O impacto da inteligência artificial na força de trabalho em centrais de teleatendimento
Carregando...
Arquivos
Data
2026-03-19
Autores
Orientador(res)
Meirelles, Fernando de Souza
Métricas
Título da Revista
ISSN da Revista
Título de Volume
Resumo
Historicamente, as centrais de teleatendimento convivem com desafios estruturais na gestão de pessoas. Neste cenário, a inteligência artificial (IA) emerge não apenas como ferramenta de automação, mas como vetor de reconfiguração da dinâmica laboral. Este estudo objetiva identificar como a IA impacta a força de trabalho nessas organizações, sob a ótica da liderança executiva e da operação especializada. A pesquisa investiga as percepções acerca dos impactos diretos da IA nos desafios estruturais inerentes à força de trabalho do setor. Adicionalmente, avaliam-se os impactos indiretos nos custos operacionais de mão de obra, na qualidade do atendimento e na satisfação dos clientes.

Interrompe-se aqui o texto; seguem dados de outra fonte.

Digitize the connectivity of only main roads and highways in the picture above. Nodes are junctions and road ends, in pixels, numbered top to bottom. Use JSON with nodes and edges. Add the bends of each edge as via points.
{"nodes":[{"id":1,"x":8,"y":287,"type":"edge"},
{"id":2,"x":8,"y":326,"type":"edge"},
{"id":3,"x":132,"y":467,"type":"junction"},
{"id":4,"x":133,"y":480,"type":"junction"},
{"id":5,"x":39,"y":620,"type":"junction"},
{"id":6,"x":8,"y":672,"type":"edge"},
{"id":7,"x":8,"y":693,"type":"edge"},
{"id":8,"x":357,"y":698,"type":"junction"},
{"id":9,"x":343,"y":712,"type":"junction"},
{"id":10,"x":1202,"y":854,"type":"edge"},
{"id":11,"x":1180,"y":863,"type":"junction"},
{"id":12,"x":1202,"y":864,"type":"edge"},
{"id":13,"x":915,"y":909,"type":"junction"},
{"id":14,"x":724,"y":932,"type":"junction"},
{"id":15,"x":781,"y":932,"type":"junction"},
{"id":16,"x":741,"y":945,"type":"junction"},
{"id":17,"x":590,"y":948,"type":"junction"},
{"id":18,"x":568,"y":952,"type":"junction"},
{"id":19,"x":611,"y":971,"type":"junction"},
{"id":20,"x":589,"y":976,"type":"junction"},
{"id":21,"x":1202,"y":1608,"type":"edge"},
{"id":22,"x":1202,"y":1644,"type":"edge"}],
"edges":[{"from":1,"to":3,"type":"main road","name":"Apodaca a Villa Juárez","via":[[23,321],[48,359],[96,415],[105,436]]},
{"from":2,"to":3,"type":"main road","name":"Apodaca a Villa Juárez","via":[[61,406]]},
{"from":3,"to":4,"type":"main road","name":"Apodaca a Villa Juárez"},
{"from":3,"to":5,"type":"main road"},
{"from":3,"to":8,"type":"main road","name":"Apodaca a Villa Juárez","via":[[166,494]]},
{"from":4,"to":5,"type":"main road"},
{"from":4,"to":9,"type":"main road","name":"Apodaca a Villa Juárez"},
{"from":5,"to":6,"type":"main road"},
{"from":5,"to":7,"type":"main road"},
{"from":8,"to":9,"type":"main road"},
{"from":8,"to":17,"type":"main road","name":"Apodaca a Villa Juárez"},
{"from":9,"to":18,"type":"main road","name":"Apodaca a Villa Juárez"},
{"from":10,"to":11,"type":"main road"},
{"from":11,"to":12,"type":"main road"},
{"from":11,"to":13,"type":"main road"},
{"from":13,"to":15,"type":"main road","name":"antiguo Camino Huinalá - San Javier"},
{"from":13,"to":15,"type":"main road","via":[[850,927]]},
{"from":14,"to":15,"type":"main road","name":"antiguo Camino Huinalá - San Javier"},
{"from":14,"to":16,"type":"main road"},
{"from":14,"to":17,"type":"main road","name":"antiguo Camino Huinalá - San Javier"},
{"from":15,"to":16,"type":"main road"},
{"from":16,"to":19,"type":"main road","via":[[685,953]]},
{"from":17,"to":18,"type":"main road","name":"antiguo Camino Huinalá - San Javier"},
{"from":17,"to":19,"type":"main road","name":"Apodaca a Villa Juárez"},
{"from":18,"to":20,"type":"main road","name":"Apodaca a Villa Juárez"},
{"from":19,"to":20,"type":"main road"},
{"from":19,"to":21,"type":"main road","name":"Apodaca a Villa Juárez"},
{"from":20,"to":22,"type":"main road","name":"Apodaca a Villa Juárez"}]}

A fundamentação teórica articula os pilares da IA, força de trabalho e gestão de centrais de teleatendimento. Foram realizadas e analisadas 20 entrevistas semiestruturadas em cinco empresas distintas, utilizando 4 roteiros validados para Diretor Executivo (CEO), Diretor de Tecnologia (CIO), Superintendente de Operações e Melhor Teleoperador. A análise aponta que a IA promove a transição do perfil profissional de executor de roteiros (scripts) para analista e curador de dados, mitigando o absenteísmo pela redução da sobrecarga cognitiva e consolidando a simbiose tecnológica como modelo predominante, capaz de gerar padronização na qualidade do atendimento e reengenharia na estrutura de custos operacionais. Os resultados fornecem subsídios para mitigar a lacuna teórica sobre o tema e orientar gestores na condução de uma transição tecnológica que equilibre eficiência operacional e sustentabilidade do capital humano. Em última análise, argumenta-se que a IA não decreta o fim do trabalho humano, mas sinaliza o esgotamento da sua atuação estritamente mecanizada, restando e expandindo-se o espaço para a cognição, a empatia e a estratégia como novos diferenciais competitivos.